■ **Data to process**
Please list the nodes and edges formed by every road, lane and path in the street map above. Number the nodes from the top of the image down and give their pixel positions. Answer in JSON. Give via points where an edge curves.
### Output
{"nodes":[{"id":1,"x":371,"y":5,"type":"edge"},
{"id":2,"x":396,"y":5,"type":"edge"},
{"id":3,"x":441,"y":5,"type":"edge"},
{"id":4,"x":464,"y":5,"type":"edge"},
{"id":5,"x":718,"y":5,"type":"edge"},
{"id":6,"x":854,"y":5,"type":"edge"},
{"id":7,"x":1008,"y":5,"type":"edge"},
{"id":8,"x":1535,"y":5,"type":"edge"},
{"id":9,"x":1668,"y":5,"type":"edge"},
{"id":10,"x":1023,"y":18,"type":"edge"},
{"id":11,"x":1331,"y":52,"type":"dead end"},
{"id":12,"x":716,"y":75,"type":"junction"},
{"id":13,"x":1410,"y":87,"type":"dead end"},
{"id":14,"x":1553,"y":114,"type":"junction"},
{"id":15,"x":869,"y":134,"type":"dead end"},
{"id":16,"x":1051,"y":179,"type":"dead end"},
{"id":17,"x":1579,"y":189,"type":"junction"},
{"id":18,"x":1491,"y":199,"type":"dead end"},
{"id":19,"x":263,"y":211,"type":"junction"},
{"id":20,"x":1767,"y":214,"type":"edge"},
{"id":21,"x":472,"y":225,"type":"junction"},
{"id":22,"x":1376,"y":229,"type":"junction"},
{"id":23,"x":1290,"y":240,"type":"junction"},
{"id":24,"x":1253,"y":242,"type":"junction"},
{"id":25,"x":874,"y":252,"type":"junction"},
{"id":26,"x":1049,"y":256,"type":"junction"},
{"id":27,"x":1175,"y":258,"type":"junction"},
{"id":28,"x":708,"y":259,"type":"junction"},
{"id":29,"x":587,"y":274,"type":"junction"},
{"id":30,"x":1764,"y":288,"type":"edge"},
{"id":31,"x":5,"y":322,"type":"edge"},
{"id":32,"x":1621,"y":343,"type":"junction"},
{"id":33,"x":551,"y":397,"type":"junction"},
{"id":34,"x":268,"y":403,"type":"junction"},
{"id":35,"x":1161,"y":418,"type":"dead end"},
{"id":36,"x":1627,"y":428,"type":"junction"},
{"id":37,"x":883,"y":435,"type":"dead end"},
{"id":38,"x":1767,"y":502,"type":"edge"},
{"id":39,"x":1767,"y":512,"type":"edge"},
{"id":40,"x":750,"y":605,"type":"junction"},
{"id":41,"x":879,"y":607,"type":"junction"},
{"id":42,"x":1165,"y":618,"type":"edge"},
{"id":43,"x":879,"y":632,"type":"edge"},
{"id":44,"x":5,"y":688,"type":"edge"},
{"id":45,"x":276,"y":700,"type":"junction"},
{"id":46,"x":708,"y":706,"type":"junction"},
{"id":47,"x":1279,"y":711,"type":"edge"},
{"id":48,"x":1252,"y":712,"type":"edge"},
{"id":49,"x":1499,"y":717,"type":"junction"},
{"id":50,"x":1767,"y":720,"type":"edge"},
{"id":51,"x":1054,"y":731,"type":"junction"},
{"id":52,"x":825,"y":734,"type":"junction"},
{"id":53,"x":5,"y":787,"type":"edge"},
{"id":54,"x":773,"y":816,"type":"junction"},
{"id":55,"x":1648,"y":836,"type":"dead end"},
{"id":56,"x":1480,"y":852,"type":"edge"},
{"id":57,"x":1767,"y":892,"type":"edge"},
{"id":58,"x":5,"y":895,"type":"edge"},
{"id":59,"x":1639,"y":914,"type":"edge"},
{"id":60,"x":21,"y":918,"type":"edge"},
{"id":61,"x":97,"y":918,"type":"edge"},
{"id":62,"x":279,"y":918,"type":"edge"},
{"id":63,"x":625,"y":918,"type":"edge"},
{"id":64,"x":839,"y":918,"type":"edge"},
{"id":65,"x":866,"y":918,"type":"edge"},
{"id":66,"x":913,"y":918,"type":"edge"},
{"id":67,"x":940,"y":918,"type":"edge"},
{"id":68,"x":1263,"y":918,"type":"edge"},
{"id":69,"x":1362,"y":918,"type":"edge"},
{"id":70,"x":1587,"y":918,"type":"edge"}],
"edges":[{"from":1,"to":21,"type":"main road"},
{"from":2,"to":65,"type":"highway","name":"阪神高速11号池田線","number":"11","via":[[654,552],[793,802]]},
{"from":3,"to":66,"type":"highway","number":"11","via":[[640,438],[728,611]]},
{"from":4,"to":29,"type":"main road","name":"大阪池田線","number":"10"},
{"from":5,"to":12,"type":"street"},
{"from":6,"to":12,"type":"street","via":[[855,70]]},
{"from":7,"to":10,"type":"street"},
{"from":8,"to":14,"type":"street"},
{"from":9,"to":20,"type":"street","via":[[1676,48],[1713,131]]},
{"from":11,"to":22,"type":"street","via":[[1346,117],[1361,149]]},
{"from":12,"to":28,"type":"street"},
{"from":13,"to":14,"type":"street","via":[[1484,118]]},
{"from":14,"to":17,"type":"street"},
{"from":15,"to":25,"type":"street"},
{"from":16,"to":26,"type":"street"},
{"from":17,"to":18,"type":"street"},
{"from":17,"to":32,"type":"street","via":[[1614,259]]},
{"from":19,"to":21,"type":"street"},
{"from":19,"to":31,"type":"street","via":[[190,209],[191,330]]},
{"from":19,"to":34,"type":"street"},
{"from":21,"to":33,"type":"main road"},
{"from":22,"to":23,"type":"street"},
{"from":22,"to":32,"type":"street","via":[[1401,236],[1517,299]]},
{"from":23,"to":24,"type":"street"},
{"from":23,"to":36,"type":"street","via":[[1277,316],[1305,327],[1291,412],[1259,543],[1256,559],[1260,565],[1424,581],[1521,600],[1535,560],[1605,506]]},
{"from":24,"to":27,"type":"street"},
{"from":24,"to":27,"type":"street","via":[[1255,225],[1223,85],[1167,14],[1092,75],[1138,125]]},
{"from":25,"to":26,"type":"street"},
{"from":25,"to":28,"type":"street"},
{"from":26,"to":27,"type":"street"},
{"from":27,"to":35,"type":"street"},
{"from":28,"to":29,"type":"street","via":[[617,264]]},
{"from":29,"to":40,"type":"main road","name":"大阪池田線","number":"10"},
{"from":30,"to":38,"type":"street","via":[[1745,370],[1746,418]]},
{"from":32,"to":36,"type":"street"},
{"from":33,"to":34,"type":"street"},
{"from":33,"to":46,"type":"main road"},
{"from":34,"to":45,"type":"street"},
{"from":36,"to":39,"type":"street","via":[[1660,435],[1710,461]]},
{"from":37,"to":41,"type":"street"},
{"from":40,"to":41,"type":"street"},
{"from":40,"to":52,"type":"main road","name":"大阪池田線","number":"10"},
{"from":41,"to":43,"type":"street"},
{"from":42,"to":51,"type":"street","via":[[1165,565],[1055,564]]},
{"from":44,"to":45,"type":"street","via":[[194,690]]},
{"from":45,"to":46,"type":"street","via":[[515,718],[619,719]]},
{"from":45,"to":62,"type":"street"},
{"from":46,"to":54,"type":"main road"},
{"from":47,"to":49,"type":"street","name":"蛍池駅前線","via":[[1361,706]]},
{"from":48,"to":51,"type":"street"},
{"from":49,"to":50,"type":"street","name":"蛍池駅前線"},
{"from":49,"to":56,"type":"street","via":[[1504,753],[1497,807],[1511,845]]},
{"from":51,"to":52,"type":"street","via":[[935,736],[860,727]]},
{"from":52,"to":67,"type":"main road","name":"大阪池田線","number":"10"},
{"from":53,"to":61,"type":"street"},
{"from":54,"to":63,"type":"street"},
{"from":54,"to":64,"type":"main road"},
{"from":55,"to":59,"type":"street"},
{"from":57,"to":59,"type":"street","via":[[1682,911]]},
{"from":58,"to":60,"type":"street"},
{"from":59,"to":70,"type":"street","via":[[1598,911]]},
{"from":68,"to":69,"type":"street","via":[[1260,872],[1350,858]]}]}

■ **Work to be completed**
Each line above with the string "蛍池駅前線" should be reported in full.

■ **Output for this task**
{"from":47,"to":49,"type":"street","name":"蛍池駅前線","via":[[1361,706]]},
{"from":49,"to":50,"type":"street","name":"蛍池駅前線"},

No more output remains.